On 21.08.2013, at 08:11, Alexander Graf wrote:

> 
> On 20.08.2013, at 12:38, Benjamin Herrenschmidt wrote:
> 
>> On Tue, 2013-08-20 at 12:14 +0200, Paolo Bonzini wrote:
>>>> I suppose if RH is going to deploy 3.10 and we aren't going to backport
>>>> the multitce patches then there *might* be a case for supporting that
>>>> combo specifically... but it's going to be that bad every time we add
>>>> a new feature with a kernel counter part or start adding the gazillion
>>>> little bits of PAPR that we are still missing ?
>>> 
>>> Yes. :(
>>> 
>>> Unless you consider pSeries KVM not mature enough to provide a guest ABI
>>> (basically supporting live migration only between identical kernels and
>>> QEMUs).  It would make some sense, for example (mutatis mutandis) Red
>>> Hat has a kernel ABI for the "regular" RHEL kernel, but not for the
>>> "real-time" RHEL kernel.
>> 
>> Migration is somewhat less of an issue, and there is to consider what 
>> "products"
>> will actually support KVM on Power. So at this early stage of the game, I 
>> would
>> still play it by ear and stay flexible. When we have something we really 
>> need to
>> have long term support for around the corner (or whatever we haven't 
>> announced
>> yet :-) we'll backport what's needed.
>> 
>> But yes, the minute we have that out, I think the problem will present 
>> itself,
>> at which point we need to probably start considering features in "batches" to
>> limit the explosion of individual options ...
> 
> Yes, I completely agree. I am very happy to postpone that "always stay 
> compatible" mode as far to the future as possible ;). So instead of making 
> multi-tce support runtime switchable (which is a guarantee for exposing 
> things differently to the guest), the easy way out is to always expose it. 

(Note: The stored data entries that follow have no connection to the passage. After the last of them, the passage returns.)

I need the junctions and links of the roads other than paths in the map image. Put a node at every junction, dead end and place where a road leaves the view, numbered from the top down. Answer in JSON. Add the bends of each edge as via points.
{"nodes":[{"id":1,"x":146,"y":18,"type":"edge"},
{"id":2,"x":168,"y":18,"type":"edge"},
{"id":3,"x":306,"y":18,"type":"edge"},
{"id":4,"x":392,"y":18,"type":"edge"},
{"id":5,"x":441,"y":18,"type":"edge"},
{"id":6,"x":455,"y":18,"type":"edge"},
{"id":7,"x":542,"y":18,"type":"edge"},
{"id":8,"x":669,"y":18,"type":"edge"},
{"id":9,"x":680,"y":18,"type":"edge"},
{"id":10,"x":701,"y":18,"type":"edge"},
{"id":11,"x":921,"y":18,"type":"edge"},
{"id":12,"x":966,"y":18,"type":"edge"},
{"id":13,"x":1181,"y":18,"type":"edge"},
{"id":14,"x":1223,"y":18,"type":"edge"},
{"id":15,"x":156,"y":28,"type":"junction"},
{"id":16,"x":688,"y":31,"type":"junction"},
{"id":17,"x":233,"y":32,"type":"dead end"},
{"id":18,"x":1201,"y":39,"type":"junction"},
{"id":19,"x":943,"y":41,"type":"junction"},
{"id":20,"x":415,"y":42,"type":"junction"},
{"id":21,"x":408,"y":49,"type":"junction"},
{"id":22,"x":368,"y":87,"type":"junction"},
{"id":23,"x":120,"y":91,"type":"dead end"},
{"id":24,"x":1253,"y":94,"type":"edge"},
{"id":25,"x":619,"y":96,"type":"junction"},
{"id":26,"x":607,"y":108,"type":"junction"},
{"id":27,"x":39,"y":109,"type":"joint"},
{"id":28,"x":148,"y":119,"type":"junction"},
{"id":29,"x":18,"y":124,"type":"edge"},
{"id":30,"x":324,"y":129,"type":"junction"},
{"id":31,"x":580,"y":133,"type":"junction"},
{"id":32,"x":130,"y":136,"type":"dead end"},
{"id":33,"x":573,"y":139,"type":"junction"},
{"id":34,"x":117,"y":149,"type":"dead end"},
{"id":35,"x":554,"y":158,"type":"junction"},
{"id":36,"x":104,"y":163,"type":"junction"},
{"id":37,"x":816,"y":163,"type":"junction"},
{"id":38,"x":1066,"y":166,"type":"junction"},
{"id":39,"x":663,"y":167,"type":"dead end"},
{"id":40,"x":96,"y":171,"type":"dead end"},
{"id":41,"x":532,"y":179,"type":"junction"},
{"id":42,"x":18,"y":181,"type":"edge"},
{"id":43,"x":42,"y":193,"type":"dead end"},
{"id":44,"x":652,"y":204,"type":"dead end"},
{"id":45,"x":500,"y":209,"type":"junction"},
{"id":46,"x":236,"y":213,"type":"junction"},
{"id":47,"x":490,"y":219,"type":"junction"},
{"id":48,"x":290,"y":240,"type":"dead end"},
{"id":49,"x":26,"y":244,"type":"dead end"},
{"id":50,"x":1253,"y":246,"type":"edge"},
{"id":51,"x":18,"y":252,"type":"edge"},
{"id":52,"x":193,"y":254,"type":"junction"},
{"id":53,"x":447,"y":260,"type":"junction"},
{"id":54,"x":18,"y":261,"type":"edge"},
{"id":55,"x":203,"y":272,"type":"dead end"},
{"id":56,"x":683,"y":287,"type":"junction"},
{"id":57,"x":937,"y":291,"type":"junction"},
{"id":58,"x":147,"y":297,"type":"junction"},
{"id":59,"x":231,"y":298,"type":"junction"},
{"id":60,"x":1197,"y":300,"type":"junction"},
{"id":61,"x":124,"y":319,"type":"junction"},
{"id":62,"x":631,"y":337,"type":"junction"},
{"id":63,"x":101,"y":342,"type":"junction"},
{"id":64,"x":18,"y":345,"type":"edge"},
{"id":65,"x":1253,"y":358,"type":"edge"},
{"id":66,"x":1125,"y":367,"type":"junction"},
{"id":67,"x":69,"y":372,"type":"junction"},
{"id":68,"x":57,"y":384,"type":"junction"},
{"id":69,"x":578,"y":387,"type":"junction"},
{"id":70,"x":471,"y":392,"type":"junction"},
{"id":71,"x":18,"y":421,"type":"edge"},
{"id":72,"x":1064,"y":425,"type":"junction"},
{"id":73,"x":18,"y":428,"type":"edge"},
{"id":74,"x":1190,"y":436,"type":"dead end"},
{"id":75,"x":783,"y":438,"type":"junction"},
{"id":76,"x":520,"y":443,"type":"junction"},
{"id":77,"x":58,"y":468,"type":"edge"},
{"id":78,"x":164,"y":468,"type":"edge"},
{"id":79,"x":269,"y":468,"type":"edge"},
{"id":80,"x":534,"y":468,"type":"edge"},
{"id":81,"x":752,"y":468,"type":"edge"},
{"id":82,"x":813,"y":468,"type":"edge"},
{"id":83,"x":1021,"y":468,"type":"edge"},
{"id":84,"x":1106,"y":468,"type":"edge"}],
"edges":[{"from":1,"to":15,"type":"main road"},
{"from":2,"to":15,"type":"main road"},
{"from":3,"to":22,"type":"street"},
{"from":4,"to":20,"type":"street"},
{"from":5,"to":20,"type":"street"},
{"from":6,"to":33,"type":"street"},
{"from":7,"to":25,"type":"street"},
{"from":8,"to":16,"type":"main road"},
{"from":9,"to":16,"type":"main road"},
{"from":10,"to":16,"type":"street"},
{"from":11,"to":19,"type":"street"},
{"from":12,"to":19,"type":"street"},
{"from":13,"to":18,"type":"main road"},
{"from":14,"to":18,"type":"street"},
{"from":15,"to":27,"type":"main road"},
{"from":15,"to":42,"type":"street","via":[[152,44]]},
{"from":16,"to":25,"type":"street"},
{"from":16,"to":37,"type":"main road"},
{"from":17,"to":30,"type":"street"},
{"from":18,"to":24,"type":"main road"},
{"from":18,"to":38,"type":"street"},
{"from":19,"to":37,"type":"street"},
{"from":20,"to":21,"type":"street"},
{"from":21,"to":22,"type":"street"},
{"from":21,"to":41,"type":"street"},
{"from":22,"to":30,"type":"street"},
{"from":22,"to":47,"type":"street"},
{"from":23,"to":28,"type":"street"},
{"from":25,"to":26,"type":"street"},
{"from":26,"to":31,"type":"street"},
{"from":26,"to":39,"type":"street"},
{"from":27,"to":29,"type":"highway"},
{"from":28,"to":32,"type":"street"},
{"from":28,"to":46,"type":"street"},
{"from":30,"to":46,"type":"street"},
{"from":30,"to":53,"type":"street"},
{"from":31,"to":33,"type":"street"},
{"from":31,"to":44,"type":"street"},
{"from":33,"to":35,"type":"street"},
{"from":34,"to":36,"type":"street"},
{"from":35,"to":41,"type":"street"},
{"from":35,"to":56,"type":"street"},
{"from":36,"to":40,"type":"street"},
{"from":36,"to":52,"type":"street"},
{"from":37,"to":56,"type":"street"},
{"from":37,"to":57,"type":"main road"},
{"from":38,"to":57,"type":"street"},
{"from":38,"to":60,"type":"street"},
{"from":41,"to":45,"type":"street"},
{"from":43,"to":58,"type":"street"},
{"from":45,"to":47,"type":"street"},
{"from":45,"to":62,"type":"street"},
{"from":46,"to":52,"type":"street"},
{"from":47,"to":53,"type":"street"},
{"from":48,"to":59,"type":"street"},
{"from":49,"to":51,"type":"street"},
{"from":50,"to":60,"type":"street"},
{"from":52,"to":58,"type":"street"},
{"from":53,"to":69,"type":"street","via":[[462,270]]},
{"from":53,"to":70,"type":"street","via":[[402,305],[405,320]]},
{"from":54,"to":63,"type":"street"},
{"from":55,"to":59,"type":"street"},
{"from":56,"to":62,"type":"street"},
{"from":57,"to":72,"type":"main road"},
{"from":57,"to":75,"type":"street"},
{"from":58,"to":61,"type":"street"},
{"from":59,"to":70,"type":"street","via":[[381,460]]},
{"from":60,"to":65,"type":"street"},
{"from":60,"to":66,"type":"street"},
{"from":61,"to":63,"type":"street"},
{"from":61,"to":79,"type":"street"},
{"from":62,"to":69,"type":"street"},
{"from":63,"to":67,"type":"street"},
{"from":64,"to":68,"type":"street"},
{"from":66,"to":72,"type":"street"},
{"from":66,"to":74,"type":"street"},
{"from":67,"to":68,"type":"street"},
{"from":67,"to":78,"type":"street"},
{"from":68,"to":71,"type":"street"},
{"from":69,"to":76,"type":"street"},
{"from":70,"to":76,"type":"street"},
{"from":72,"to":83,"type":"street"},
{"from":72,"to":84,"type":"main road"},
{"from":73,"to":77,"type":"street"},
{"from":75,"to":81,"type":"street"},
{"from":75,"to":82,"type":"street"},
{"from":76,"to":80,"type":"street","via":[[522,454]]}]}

> That way when we pull the trigger later to have a stable interface, we don't 
> have to worry about this piece of code.
> 
> If you like, add an if () on the multi-tce cap and warn the user that his 
> system will be slow and that he should update his kernel. That way you get no 
> headaches on compatibility and people won't get confused why they're being 
> slow because you warned them.

Or keep the code as is, but print a warning to the user on the "kernel does not 
expose multi-tce" case so that he knows he uses an outdated version of KVM. 
That way the guest visible difference is at least visible in the logs.